*TASK INPUT*:
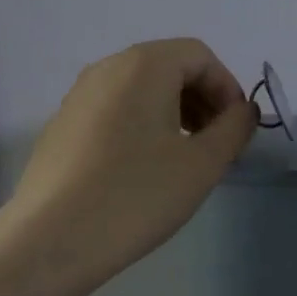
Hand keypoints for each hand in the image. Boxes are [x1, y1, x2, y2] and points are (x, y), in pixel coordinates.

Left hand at [10, 38, 255, 284]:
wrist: (53, 239)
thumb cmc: (138, 195)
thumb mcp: (202, 164)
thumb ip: (234, 129)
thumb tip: (244, 110)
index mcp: (143, 65)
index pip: (199, 56)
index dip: (227, 88)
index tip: (235, 130)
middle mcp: (106, 68)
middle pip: (168, 67)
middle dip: (201, 100)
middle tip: (215, 145)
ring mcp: (78, 96)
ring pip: (139, 90)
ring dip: (172, 113)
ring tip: (182, 159)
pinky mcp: (61, 126)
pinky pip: (113, 111)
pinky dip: (140, 126)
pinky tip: (141, 171)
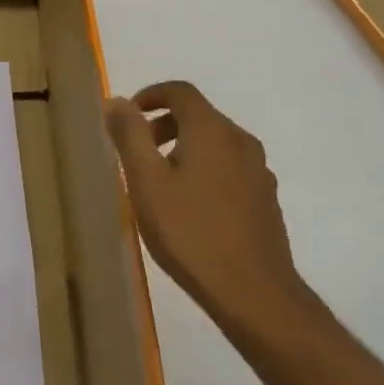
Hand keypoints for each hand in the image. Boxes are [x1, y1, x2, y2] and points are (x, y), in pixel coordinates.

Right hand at [105, 81, 312, 347]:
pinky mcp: (266, 200)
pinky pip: (229, 169)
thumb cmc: (190, 232)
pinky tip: (190, 209)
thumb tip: (117, 101)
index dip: (151, 94)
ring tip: (160, 184)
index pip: (181, 92)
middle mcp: (240, 142)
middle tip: (137, 153)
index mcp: (211, 131)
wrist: (253, 292)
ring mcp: (259, 172)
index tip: (127, 115)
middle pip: (200, 117)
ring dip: (184, 149)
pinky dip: (205, 171)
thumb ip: (130, 136)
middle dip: (163, 125)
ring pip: (216, 144)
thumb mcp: (146, 182)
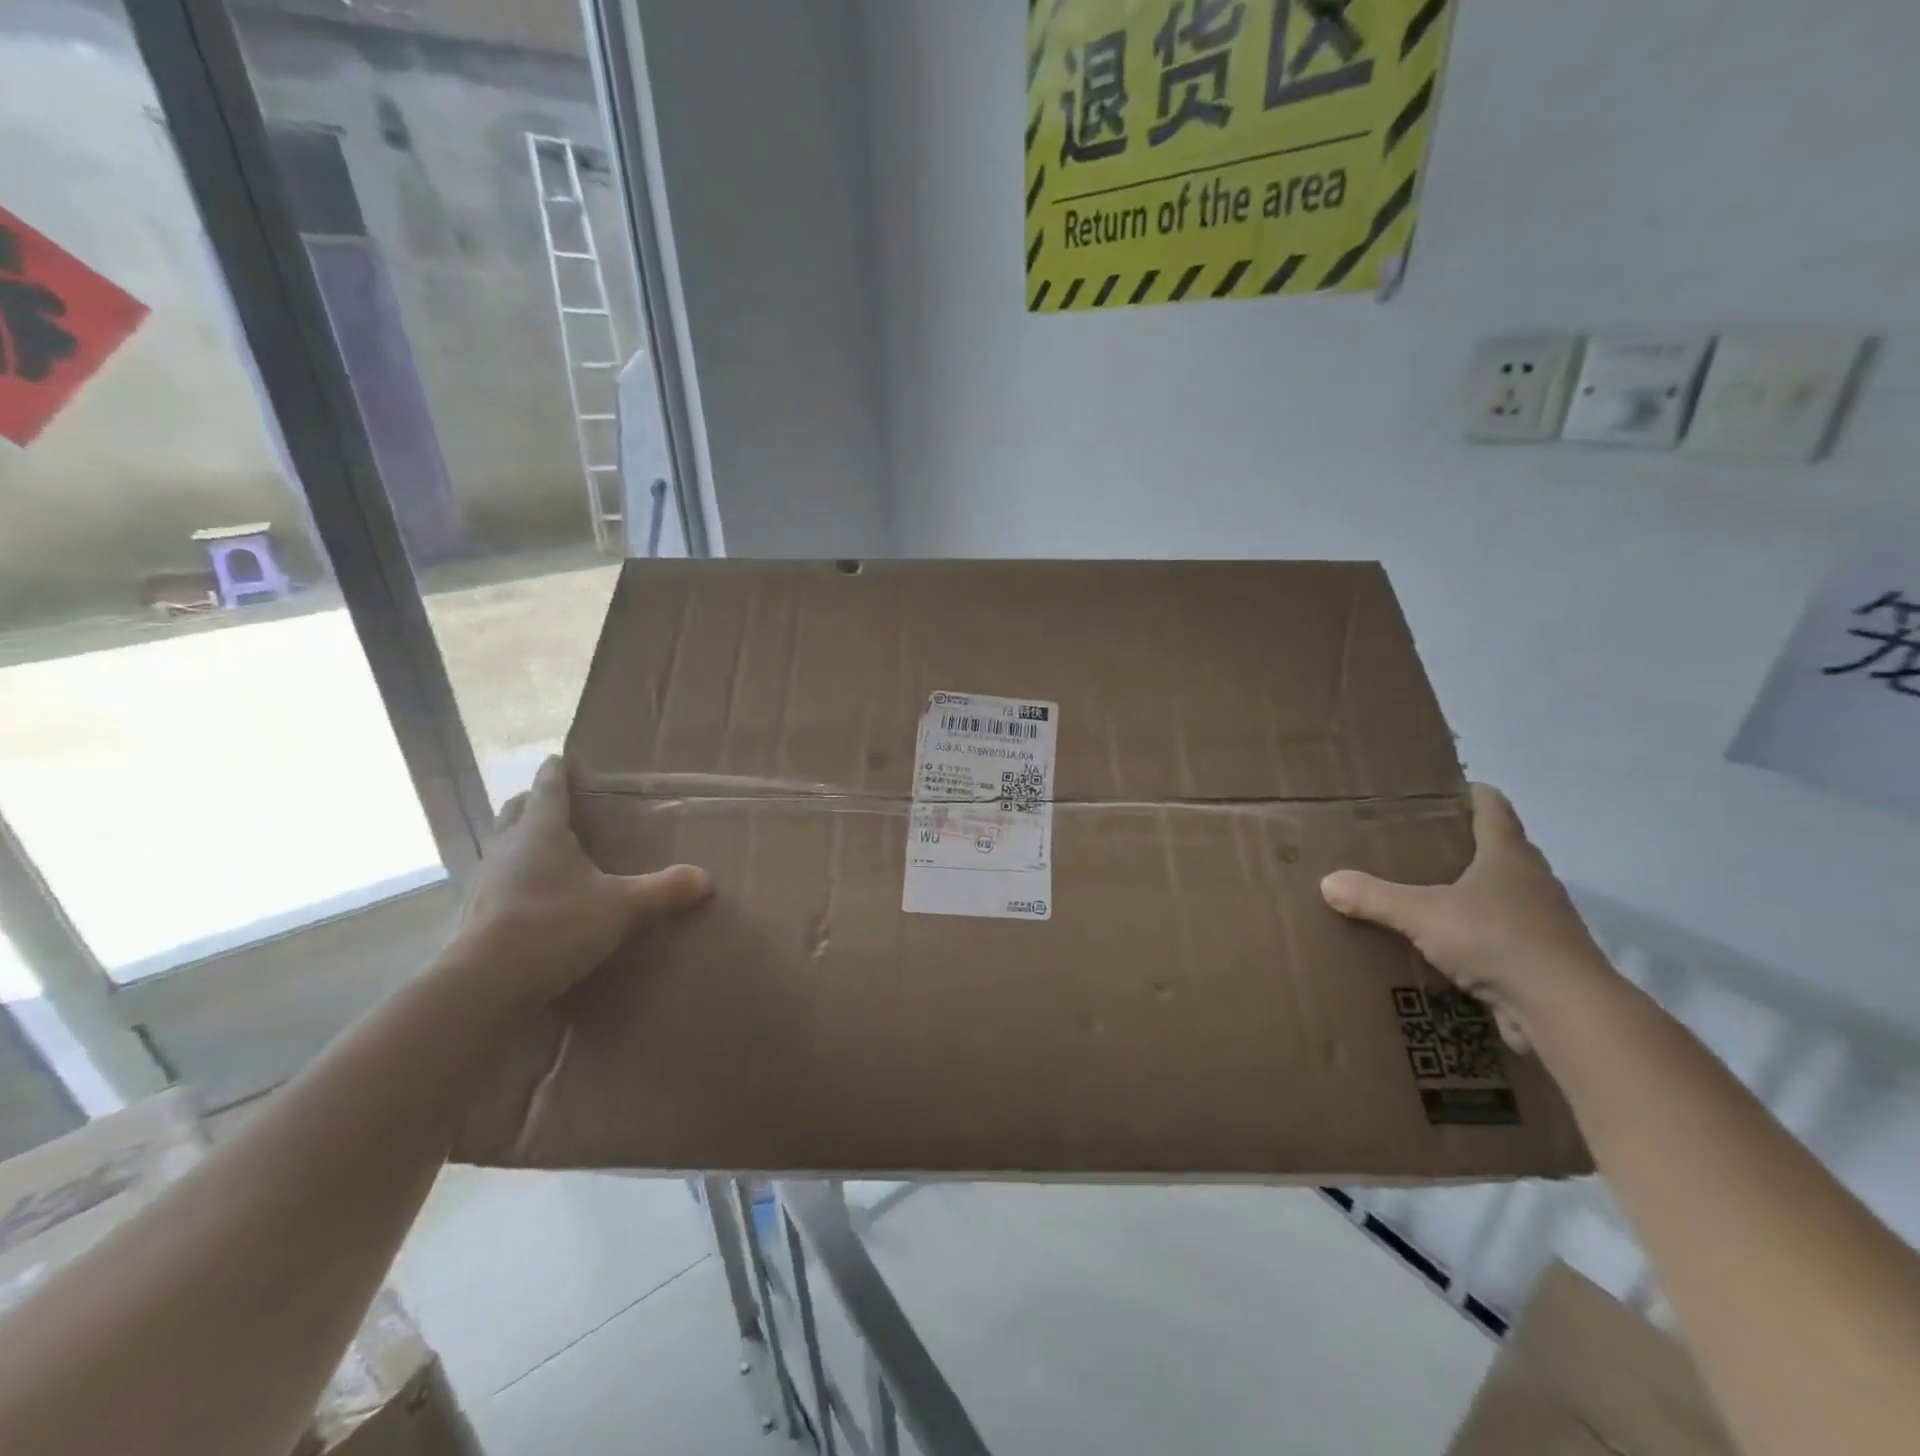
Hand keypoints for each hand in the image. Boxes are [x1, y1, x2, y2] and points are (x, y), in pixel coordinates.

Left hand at [454, 755, 711, 1005]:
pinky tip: (534, 894)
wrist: (486, 983)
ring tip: (549, 848)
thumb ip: (664, 889)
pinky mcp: (476, 911)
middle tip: (559, 804)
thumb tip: (706, 879)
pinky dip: (515, 875)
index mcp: (541, 830)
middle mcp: (508, 845)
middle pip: (516, 809)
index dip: (557, 771)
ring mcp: (486, 879)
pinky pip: (497, 878)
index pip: (548, 786)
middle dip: (535, 801)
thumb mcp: (622, 907)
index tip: (562, 759)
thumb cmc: (555, 925)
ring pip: (502, 843)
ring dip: (521, 838)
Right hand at [1320, 784, 1618, 1052]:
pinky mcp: (1542, 960)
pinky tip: (1446, 945)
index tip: (1442, 788)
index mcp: (1508, 856)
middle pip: (1500, 849)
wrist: (1565, 1011)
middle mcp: (1531, 881)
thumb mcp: (1422, 914)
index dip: (1471, 793)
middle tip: (1417, 843)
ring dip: (1472, 892)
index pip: (1493, 807)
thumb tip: (1327, 882)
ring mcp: (1542, 922)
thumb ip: (1374, 897)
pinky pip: (1503, 935)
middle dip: (1464, 844)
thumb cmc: (1497, 940)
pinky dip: (1477, 934)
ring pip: (1503, 894)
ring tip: (1426, 894)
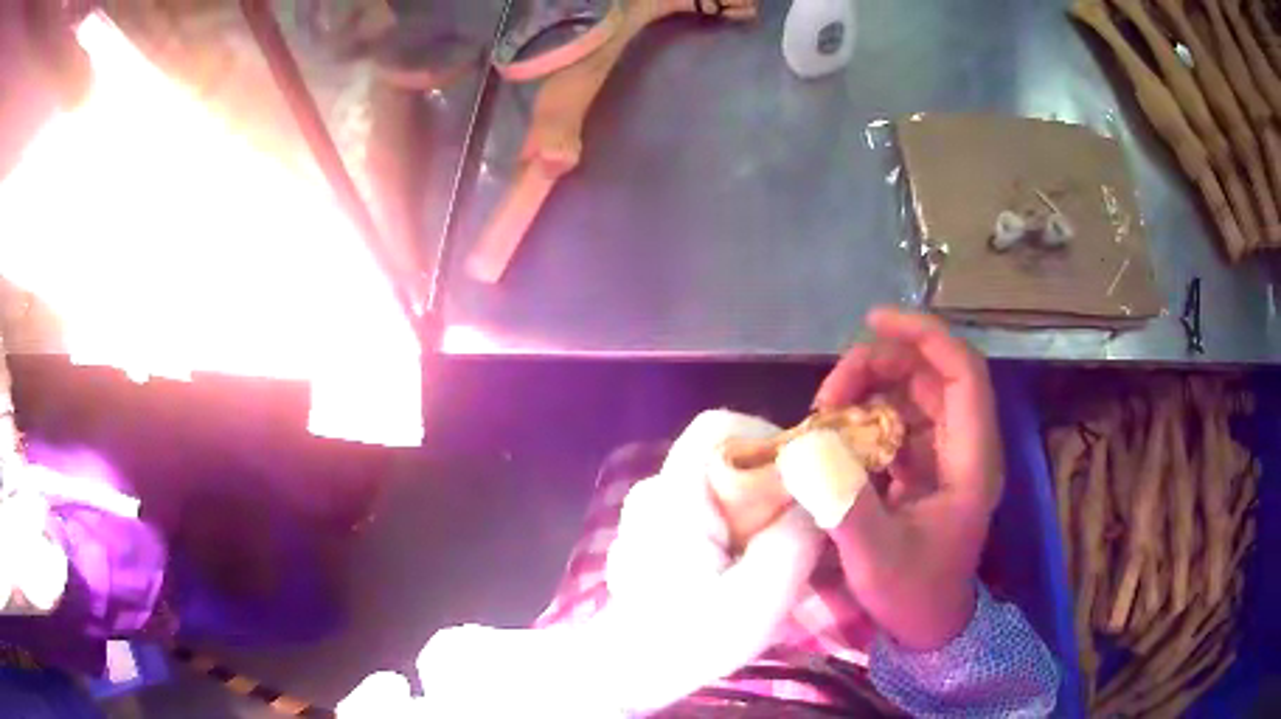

*BRIEF*:
Transcribe exactly the lines from the one holding "thumb tip: (1327, 882)" through the final line of the material above, both ends included; any pictures should be dropped.

*TASK RESPONSE*:
thumb tip: (1327, 882)
ring mcp: (1542, 922)
thumb ip: (1374, 897)
pinky pip: (1503, 935)
middle dip: (1464, 844)
thumb cmc: (1497, 940)
pinky dip: (1477, 934)
ring pip: (1503, 894)
ring tip: (1426, 894)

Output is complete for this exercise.